Task goal:
Output the listing below verbatim, without images.
BEGIN Given data
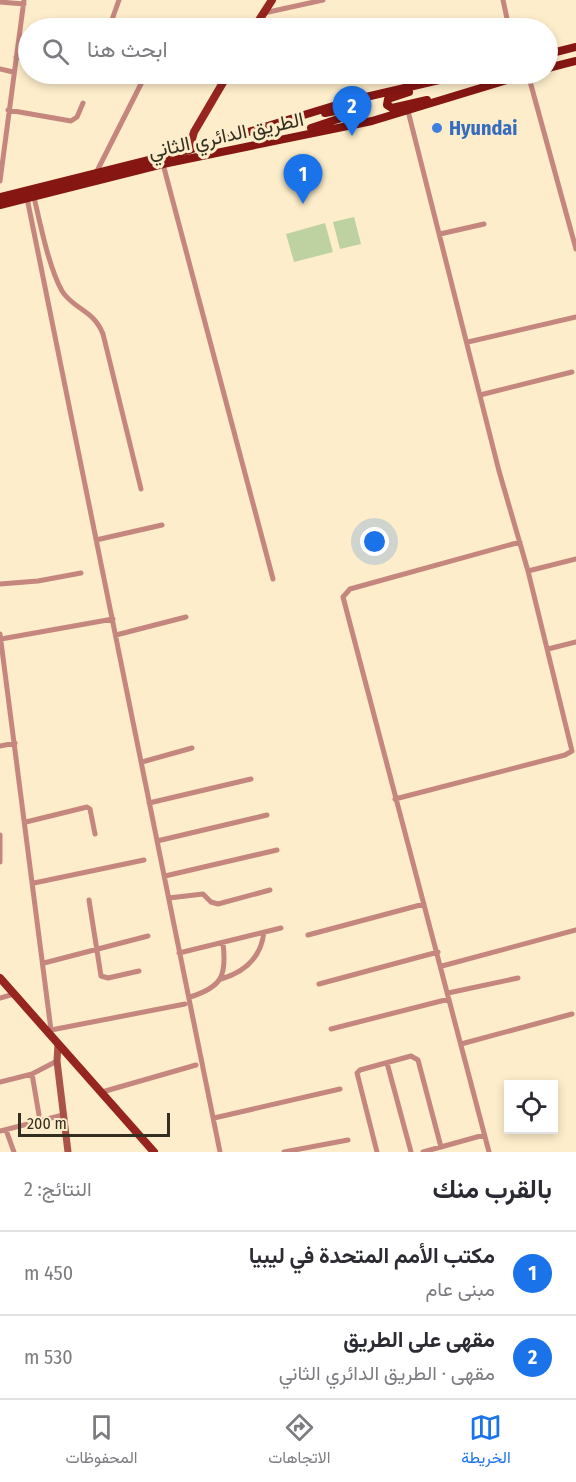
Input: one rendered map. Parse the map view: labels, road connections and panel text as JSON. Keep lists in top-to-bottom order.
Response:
{
  "streets": {
    "highway": ["الطريق الدائري الثاني"]
  },
  "places": ["Hyundai"],
  "scale_bar": "200 m",
  "page": {
    "search": "ابحث هنا",
    "pins": ["2", "1"],
    "scale": "200 m",
    "heading": ["بالقرب منك", "النتائج: 2"],
    "list": [
      {
        "mark": "1",
        "name": "مكتب الأمم المتحدة في ليبيا",
        "note": "مبنى عام",
        "value": "450 m"
      },
      {
        "mark": "2",
        "name": "مقهى على الطريق",
        "note": "مقهى · الطريق الدائري الثاني",
        "value": "530 m"
      }
    ],
    "nav": ["الخريطة", "الاتجاهات", "المحفوظات"]
  }
}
END Given data
Your solution:
Input: one rendered map. Parse the map view: labels, road connections and panel text as JSON. Keep lists in top-to-bottom order.
Response:
{
  "streets": {
    "highway": ["الطريق الدائري الثاني"]
  },
  "places": ["Hyundai"],
  "scale_bar": "200 m",
  "page": {
    "search": "ابحث هنا",
    "pins": ["2", "1"],
    "scale": "200 m",
    "heading": ["بالقرب منك", "النتائج: 2"],
    "list": [
      {
        "mark": "1",
        "name": "مكتب الأمم المتحدة في ليبيا",
        "note": "مبنى عام",
        "value": "450 m"
      },
      {
        "mark": "2",
        "name": "مقهى على الطريق",
        "note": "مقهى · الطريق الدائري الثاني",
        "value": "530 m"
      }
    ],
    "nav": ["الخريطة", "الاتجاهات", "المحفوظات"]
  }
}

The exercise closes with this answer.